# [Exercise directions]
Records follow. Copy every line with "Carlo".

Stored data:
++++

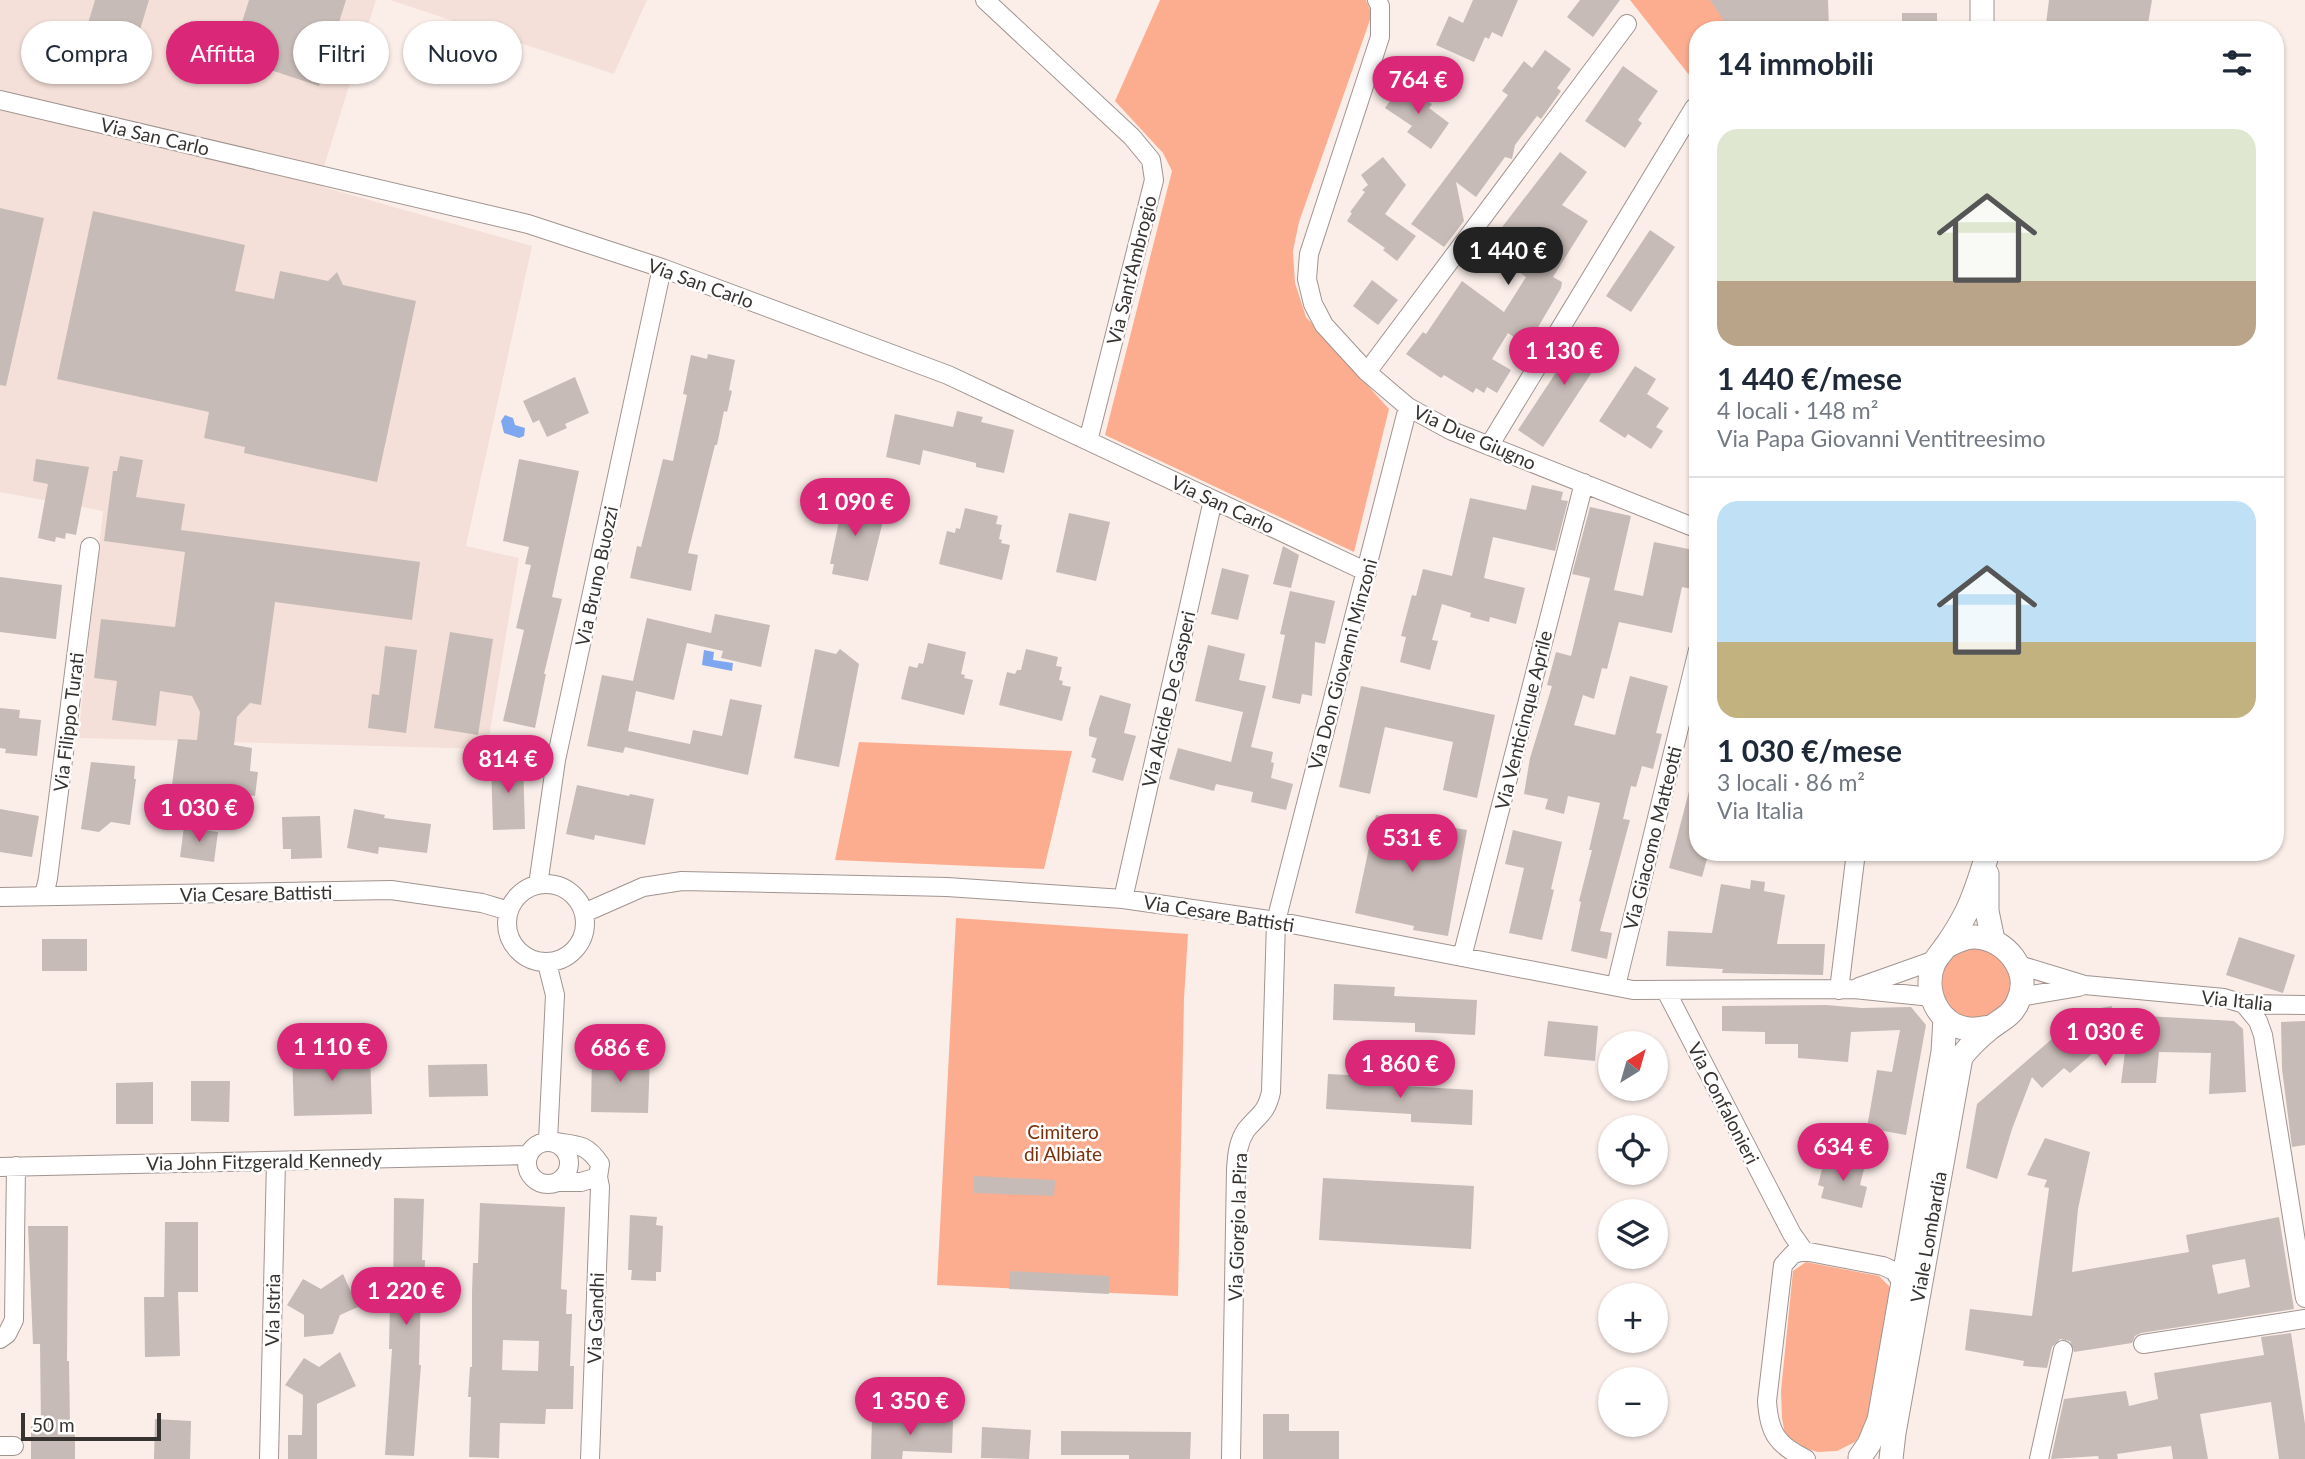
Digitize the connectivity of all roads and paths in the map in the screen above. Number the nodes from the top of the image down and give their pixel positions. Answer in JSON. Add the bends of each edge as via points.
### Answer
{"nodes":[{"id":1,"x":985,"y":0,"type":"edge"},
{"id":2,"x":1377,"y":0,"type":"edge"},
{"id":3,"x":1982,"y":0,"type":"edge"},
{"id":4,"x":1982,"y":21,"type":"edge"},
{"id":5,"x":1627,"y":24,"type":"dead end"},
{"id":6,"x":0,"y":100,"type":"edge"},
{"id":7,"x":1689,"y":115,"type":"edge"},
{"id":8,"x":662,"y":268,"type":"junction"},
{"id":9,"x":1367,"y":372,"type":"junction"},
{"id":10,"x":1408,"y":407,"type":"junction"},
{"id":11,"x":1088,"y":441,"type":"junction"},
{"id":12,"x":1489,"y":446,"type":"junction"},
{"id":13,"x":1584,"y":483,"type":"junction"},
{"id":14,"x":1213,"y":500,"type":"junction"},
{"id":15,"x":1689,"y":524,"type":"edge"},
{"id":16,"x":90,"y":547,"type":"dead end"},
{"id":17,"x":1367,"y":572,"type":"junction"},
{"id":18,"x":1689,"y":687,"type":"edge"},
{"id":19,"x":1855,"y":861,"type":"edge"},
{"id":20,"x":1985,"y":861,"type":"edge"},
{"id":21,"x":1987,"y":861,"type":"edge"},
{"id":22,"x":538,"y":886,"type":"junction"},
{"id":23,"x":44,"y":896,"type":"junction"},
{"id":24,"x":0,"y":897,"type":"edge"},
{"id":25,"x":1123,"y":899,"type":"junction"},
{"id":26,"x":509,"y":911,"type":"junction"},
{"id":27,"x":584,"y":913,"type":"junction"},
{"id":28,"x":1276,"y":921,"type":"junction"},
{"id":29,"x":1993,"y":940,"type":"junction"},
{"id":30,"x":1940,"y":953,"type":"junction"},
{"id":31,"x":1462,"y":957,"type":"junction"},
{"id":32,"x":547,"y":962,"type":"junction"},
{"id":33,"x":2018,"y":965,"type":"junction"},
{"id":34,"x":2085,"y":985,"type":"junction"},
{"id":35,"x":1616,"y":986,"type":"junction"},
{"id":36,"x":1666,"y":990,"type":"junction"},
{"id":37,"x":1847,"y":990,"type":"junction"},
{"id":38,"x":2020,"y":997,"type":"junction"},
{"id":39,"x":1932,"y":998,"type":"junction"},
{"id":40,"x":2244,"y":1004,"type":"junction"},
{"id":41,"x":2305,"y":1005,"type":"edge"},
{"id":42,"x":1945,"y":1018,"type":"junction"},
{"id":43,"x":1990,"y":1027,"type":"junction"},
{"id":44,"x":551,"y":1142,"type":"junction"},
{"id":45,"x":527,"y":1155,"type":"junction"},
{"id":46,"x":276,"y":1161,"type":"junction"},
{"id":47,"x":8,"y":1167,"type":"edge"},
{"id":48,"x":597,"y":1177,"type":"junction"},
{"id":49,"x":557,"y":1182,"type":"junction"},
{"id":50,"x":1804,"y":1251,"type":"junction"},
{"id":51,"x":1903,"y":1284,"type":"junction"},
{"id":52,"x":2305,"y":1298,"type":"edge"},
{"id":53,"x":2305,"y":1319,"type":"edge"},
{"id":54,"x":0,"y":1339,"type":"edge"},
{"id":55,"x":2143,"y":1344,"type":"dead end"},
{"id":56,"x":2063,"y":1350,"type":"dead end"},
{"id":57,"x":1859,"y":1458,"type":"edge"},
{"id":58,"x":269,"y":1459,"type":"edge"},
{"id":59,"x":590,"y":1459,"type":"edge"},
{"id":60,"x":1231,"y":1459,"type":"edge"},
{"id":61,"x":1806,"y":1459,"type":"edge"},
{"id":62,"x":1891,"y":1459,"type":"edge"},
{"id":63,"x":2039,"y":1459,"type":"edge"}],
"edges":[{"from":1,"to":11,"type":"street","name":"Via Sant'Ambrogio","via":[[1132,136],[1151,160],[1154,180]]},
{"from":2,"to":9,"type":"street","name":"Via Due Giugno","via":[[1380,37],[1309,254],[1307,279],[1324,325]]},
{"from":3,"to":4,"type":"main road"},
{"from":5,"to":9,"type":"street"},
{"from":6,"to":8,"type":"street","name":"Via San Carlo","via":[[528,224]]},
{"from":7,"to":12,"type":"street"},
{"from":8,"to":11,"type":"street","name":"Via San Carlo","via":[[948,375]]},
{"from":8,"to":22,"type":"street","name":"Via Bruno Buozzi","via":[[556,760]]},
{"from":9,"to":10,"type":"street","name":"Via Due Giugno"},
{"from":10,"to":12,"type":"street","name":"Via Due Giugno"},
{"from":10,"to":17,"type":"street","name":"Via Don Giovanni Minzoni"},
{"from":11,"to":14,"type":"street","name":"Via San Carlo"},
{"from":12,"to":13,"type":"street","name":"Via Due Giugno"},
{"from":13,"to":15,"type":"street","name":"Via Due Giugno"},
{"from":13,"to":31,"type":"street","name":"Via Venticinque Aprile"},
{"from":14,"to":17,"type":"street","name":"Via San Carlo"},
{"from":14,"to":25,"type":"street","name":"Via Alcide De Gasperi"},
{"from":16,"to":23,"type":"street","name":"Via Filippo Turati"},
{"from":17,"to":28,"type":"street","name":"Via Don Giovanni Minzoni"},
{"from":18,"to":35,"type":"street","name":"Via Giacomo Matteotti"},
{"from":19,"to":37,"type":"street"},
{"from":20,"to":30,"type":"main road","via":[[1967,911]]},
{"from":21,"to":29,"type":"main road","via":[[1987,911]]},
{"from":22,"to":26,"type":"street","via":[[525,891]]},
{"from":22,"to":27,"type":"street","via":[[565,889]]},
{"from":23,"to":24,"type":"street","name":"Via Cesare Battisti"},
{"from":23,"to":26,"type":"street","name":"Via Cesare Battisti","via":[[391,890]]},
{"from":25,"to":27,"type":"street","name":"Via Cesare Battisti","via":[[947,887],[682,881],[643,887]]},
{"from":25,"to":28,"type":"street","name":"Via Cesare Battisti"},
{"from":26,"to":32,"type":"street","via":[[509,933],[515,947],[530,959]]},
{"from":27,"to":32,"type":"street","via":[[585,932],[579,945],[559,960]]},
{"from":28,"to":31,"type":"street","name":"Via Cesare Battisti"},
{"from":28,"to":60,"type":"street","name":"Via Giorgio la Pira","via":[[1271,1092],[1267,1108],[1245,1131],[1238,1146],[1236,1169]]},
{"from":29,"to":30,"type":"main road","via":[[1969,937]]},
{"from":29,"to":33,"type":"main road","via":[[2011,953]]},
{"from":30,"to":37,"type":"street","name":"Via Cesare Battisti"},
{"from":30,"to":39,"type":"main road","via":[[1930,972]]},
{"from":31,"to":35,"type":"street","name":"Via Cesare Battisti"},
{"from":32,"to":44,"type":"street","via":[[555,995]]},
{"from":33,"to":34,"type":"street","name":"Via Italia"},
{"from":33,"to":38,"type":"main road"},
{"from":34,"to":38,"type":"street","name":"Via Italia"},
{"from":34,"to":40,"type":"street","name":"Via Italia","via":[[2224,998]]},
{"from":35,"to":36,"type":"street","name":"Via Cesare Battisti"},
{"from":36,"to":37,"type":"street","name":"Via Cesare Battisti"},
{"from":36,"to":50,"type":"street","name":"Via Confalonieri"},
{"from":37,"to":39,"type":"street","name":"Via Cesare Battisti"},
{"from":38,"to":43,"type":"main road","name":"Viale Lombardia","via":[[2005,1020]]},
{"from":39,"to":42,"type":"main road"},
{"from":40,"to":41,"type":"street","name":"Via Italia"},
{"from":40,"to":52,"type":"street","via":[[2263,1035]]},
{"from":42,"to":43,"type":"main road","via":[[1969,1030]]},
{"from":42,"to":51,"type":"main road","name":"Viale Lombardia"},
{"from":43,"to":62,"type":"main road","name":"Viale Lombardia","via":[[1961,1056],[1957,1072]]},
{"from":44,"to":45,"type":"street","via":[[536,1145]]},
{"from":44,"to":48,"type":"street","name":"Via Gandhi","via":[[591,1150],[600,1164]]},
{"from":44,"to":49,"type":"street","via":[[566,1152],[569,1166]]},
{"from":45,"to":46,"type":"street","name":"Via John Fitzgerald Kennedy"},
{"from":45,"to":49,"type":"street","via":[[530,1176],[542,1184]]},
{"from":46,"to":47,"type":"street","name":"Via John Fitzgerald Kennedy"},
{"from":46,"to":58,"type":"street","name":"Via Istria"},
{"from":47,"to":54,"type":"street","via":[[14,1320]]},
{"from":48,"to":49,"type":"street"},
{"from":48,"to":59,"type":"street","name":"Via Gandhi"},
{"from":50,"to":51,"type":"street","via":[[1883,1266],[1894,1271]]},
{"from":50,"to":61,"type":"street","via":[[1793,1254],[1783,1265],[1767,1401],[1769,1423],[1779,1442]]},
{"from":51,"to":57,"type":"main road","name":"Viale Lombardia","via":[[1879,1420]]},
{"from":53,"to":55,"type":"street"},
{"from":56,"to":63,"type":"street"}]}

++++

# [Expected answer]
{"from":6,"to":8,"type":"street","name":"Via San Carlo","via":[[528,224]]},
{"from":8,"to":11,"type":"street","name":"Via San Carlo","via":[[948,375]]},
{"from":11,"to":14,"type":"street","name":"Via San Carlo"},
{"from":14,"to":17,"type":"street","name":"Via San Carlo"},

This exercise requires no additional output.